Required action: Collect every line below that contains the word "Melkweg".

(Stored data entries)
● ● ●

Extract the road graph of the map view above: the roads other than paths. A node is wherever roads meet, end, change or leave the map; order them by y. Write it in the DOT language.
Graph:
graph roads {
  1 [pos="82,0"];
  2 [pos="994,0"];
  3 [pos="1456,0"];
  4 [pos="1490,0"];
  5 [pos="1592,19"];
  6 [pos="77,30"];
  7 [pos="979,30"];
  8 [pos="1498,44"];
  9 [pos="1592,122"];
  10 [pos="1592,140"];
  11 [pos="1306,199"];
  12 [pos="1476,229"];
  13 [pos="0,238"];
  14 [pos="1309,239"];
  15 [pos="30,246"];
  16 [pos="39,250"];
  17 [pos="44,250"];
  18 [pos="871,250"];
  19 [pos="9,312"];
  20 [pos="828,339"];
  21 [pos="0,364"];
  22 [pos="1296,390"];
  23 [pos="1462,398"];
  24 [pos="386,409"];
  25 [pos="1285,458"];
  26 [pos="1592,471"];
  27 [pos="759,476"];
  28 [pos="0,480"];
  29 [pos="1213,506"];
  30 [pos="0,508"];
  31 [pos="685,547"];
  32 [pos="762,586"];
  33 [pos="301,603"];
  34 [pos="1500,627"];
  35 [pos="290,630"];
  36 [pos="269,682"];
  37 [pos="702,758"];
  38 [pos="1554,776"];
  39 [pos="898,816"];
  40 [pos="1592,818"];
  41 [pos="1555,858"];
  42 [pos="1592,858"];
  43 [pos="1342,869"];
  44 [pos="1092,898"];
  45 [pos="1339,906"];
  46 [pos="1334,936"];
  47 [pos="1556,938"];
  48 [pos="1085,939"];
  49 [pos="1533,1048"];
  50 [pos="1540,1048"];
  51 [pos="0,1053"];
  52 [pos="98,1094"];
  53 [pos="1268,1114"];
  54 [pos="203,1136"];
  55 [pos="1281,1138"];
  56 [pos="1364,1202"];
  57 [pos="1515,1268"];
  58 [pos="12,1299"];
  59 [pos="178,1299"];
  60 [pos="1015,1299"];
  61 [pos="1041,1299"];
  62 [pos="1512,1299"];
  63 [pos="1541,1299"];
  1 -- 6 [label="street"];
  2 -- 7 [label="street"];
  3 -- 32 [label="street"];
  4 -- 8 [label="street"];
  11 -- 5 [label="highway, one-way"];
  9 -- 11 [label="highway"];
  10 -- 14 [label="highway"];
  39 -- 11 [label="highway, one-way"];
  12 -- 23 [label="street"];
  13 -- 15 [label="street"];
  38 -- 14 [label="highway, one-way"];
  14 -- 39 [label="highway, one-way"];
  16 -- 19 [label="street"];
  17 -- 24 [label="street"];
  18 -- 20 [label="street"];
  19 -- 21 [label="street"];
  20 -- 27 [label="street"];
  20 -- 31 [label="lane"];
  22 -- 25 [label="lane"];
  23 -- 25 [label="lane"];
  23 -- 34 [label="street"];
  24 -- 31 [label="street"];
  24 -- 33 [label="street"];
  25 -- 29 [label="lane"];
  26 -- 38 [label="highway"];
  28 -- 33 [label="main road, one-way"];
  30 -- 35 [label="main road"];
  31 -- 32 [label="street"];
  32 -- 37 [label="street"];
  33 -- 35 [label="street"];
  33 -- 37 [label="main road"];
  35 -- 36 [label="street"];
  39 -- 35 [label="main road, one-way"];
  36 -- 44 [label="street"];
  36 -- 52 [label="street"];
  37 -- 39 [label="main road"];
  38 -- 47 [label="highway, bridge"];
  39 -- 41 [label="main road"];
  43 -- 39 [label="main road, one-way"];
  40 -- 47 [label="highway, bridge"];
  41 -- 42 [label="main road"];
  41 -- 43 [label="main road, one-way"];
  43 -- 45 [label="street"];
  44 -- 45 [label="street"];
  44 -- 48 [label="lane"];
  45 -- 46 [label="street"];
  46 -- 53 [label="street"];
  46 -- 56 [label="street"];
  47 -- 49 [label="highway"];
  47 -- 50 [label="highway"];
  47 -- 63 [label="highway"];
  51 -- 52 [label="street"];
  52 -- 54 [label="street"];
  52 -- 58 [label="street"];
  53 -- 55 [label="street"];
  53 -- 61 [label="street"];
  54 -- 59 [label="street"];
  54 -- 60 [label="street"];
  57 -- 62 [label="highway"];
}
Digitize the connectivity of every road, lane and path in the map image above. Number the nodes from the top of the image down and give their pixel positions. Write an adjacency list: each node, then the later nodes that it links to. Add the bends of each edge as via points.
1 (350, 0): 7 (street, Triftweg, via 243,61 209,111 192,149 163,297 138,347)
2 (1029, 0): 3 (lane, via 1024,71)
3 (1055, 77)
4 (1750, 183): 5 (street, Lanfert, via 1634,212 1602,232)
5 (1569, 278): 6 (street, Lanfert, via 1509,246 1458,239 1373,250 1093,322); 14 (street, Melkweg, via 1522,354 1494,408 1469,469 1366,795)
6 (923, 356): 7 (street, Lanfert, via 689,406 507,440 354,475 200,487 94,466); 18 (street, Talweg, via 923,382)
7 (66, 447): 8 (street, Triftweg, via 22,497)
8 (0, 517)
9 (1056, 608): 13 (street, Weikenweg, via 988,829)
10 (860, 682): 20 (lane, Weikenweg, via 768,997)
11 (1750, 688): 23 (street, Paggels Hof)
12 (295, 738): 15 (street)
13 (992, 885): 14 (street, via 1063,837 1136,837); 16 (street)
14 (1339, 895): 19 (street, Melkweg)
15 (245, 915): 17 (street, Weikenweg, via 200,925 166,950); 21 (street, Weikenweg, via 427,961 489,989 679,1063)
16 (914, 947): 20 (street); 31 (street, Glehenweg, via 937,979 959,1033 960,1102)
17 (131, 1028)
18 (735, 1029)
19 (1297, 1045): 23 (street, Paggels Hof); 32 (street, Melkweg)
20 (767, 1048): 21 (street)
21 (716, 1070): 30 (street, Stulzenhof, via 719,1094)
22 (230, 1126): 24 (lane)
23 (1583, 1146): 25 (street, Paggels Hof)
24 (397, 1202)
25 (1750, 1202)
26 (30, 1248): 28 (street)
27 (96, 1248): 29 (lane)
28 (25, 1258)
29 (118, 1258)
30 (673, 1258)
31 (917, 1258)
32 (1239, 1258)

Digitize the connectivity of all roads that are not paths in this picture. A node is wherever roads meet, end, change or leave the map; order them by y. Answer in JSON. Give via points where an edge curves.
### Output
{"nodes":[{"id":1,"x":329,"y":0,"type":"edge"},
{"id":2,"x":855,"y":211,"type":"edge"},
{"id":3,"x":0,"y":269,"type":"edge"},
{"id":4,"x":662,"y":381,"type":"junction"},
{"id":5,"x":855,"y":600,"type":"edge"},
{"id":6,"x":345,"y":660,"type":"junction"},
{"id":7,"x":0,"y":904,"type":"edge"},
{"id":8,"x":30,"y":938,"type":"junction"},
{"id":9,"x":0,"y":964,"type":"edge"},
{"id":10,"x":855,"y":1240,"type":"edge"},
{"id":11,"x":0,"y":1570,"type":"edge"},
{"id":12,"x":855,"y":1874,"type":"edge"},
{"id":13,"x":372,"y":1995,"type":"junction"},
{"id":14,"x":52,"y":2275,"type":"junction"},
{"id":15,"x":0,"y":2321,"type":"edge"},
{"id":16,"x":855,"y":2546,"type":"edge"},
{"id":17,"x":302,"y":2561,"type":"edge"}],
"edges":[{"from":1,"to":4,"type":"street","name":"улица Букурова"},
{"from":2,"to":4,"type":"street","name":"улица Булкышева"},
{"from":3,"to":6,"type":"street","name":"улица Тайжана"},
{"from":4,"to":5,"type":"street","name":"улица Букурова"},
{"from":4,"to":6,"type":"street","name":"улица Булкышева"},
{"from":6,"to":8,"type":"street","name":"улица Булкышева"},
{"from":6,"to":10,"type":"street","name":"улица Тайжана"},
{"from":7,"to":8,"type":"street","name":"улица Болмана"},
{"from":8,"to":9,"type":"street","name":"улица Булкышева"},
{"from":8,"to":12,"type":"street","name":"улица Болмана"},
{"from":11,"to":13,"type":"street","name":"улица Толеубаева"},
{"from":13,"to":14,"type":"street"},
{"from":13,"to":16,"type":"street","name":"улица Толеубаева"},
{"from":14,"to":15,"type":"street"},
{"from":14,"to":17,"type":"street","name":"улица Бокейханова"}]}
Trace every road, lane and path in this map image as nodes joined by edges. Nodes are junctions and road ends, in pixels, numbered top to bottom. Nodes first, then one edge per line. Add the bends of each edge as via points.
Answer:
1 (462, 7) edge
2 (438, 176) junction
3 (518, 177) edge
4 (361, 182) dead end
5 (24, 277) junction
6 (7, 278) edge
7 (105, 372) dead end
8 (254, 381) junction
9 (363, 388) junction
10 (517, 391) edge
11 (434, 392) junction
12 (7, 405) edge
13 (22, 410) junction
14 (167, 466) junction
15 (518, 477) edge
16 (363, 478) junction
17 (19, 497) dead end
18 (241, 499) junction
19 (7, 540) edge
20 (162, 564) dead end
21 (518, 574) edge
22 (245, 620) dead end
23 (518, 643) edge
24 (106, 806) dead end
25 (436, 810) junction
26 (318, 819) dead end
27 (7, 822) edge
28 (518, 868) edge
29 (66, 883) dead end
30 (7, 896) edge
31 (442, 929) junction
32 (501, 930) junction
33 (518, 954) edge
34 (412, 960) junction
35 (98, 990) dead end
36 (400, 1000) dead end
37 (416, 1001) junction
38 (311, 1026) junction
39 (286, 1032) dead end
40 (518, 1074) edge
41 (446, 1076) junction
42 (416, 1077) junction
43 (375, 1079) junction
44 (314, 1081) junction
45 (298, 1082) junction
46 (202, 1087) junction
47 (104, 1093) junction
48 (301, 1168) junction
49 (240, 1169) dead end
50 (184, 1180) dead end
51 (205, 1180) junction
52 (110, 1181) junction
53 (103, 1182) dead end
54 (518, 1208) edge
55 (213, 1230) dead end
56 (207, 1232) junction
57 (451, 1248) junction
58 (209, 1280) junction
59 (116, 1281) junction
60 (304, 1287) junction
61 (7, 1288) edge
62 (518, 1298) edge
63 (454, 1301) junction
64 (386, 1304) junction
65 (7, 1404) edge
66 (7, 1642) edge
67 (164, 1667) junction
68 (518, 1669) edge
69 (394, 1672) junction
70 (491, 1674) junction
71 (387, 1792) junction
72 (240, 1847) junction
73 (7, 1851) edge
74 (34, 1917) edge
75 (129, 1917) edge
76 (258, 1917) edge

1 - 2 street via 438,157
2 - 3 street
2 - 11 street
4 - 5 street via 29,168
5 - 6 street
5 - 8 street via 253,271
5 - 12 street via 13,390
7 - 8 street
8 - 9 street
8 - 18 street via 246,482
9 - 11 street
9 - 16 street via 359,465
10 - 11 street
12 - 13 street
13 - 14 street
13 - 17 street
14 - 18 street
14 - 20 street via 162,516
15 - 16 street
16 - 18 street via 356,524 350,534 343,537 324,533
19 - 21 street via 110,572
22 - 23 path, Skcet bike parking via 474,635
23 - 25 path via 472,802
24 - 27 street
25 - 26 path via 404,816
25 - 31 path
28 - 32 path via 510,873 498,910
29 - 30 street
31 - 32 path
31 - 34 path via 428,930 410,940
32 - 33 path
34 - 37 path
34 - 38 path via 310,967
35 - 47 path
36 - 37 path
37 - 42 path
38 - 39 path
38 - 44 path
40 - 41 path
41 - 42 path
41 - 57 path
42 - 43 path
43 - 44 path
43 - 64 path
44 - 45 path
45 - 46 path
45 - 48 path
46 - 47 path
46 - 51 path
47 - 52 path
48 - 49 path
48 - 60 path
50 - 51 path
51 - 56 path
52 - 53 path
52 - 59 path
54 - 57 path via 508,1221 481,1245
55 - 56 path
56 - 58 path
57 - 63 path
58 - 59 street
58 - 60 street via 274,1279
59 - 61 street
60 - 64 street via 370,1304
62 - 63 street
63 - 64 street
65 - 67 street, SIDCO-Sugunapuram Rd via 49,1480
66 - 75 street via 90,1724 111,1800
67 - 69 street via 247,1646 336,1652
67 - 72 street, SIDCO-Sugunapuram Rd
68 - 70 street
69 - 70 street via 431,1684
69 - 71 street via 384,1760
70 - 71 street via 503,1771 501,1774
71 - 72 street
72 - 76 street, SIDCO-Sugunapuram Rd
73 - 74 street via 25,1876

● ● ●

Your response:
5 (1569, 278): 6 (street, Lanfert, via 1509,246 1458,239 1373,250 1093,322); 14 (street, Melkweg, via 1522,354 1494,408 1469,469 1366,795)
14 (1339, 895): 19 (street, Melkweg)
19 (1297, 1045): 23 (street, Paggels Hof); 32 (street, Melkweg)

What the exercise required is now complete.